‘Brownbag’ lunch highlights successes of Media Capacity Building Project
By Ryan Laddey
Pictured: Journalists interview women making briquets—compressed blocks of sawdust and recycled papers that is used as a fuel—during a field trip in Malawi as part of the MCBP's national training.
In early January the AAP held a ‘brownbag’ lunch presentation at UN headquarters in New York City on its Media Capacity Building Project (MCBP), which supports the professional development of journalists in all 20 AAP countries.
The MCBP was launched in November 2010 in coordination with the Special Unit for South-South Cooperation (SU/SSC). South-South cooperationis a broad framework for collaboration among countries of the global south in the political, economic, social, cultural, environmental and technical domains.
Mami Yamada, Chief of the Division for Partnership and Resource Mobilisation for SU/SSC, opened the event.
‘The Special Unit for South-South Cooperation contributes to the solidarity among peoples of the South and builds the capacity of developing countries to identify, analyse and solve their development issues,’ said Ms Yamada.
‘In the context of South-South cooperation, the MCBP is building self-reliance among journalists in Africa to better inform the climate change debate in their respective countries. Journalists trained by the AAP are sharing knowledge, skills, expertise and resources to meet their [countries’] development goals through their coordinated efforts.’

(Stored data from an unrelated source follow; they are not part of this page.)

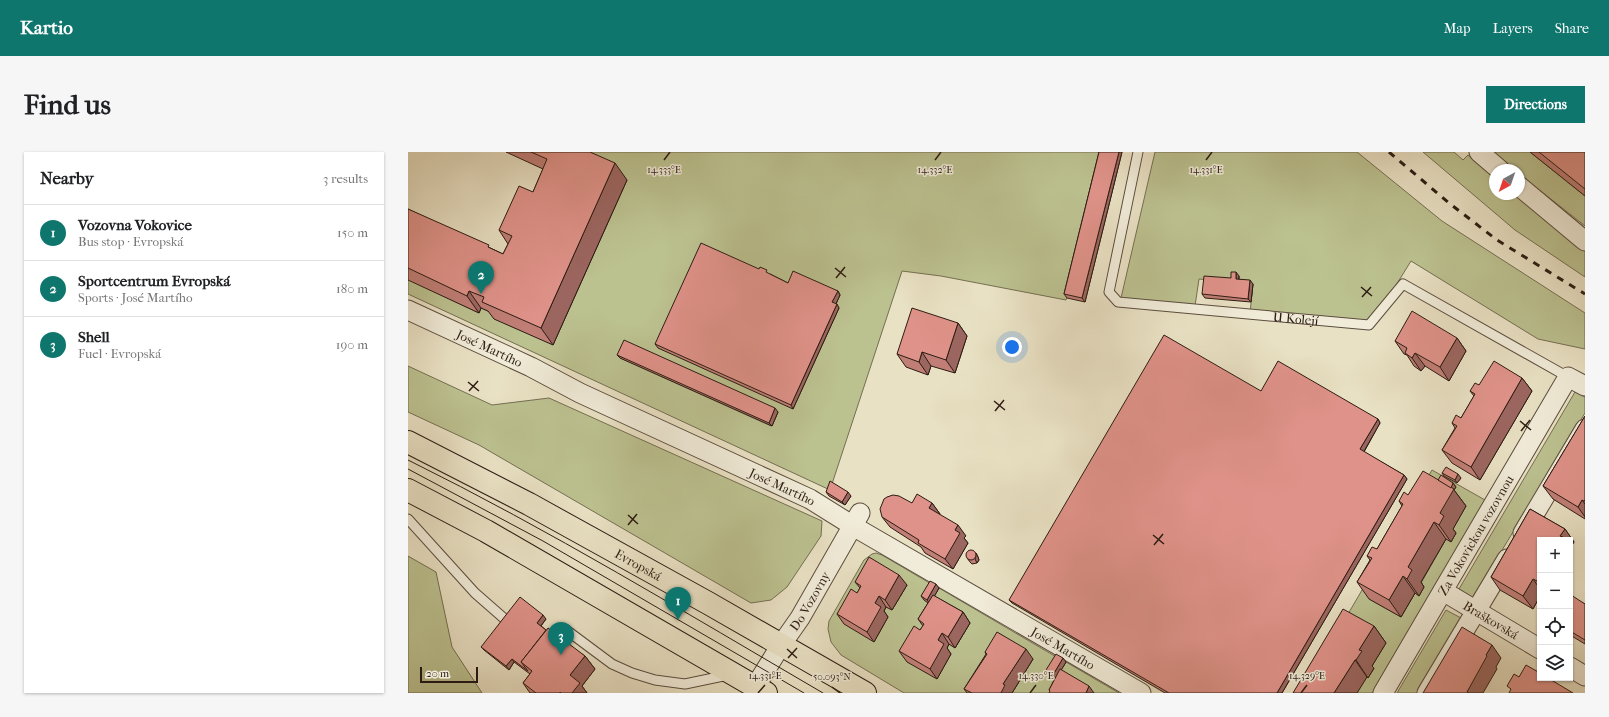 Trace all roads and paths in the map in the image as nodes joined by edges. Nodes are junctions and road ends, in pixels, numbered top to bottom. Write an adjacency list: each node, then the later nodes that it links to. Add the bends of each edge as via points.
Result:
1 (1138, 152): 7 (lane, U Kolejí, via 1109,292 1118,302 1369,325 1403,284)
2 (1479, 152): 3 (street)
3 (1493, 164)
4 (1525, 191): 5 (street)
5 (1585, 241)
6 (408, 310): 13 (street, José Martího, via 532,367 580,393)
7 (1568, 377): 8 (street, U Kolejí); 14 (street, Za Vokovickou vozovnou)
8 (1585, 386)
9 (1585, 429): 15 (street)
10 (408, 442): 18 (main road, Evropská, via 529,504)
11 (408, 490): 21 (main road, via 486,531)
12 (408, 519): 16 (lane, via 476,593)
13 (857, 520): 18 (street, Do Vozovny, via 800,618); 25 (street, José Martího)
14 (1443, 591): 15 (street, Braškovská); 26 (street, Za Vokovickou vozovnou)
15 (1476, 611): 19 (street, Braškovská); 27 (street)
16 (507, 621)
17 (550, 635): 21 (lane, via 565,629 612,664 655,680 685,684)
18 (781, 645): 23 (street, Do Vozovny); 24 (main road, Evropská)
19 (1537, 647)
20 (1573, 669): 22 (street)
21 (732, 674): 23 (main road)
22 (1585, 676)
23 (761, 690)
24 (865, 693)
25 (1141, 693)
26 (1383, 693)
27 (1427, 693)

Ms Yamada’s remarks were followed by a presentation by Jacqueline Frank, Regional Project Coordinator of the MCBP. Ms Frank described the MCBP’s recent activities, including the kick-off training-of-trainers workshop in Nairobi in June 2011. She also described the series of national and regional workshops that followed, which, so far, have taken place in 18 AAP countries. By building participants’ knowledge of climate science the and connection between climate change, development and most aspects of human well-being in Africa, these workshops empower journalists to authoritatively cover climate change issues and to write stories their editors will approve and their readers will understand.
Rollout nearing completion
The MCBP works in four clusters of five countries, with a senior journalist serving as Team Leader for each cluster. These four Team Leaders have since conducted a series of national workshops, which, along with training local journalists, have helped develop the attendees’ community of practice. To date, 215 journalists from 19 AAP countries have been trained through the MCBP’s workshops, with many travelling to neighbouring countries to take part.
The MCBP also maintains a Facebook page to assist in building a network of journalists reporting on climate change-related issues around Africa. The MCBP’s media resource directory—an online library of relevant information—will also provide background information for journalists on climate science and data.
In December 2011 the MCBP supported five young African journalists to travel with the ‘We Have Faith – Act Now for Climate Justice’ caravan, which travelled from Nairobi through six African countries on its way to the COP17 climate change negotiations in Durban. The campaign called for leaders to demand a just and legally binding climate treaty at the negotiations. The AAP-sponsored journalists reported and chronicled their experiences from the road. An additional four senior African journalists were sponsored to attend the COP. They were trained by the MCBP prior to the negotiations and spent two weeks in Durban reporting on the conference.
A legacy of training
In an engaging Q&A session that followed Ms Frank’s presentation a number of issues were raised including the sustainability of the project after the AAP’s end-date.
In response, Ms Frank said the MCBP is carrying out a number of activities to ensure journalists will be able to continue to have access to forums for discussion and track this important issue.
‘The structure of the project is to identify and use African expertise: the trainers, the climate change science specialists, the gender experts—as much as possible we endeavour to use local experts in each country. In addition to building relationships between media and scientists, the increased understanding and skills of workshop participants ensures sustainability. They will not need UNDP to find and make use of one another in future,’ said Ms Frank.
The event closed with remarks from Takeshi Kohno, Special Advisor and Senior Programme Advisor for Japan Affairs at the Bureau for External Relations and Advocacy. Mr Kohno explained that the AAP and the MCBP are closely aligned with Japan’s overseas development assistance goals. Japan plans to commit US$80 million to UNDP’s core funding and US$306 million to non-core funding in 2012.
Mr Kohno also commented on the scale of the AAP’s work and its innovative approaches.
‘AAP’s Media Capacity Building Project as explained in today’s session demonstrated its catalytic role to increase awareness of climate change in African journalism. As Prime Minister of Japan Mr Noda proclaimed in the UN General Assembly meeting in September 2011, the Japanese Government will host the fifth Tokyo International Conference on African Development [TICAD 5] in 2013. I hope that the MCBP will be a great example among AAP projects which can proudly be said is a successful outcome of this visionary program leading up to TICAD 5,’ concluded Mr Kohno.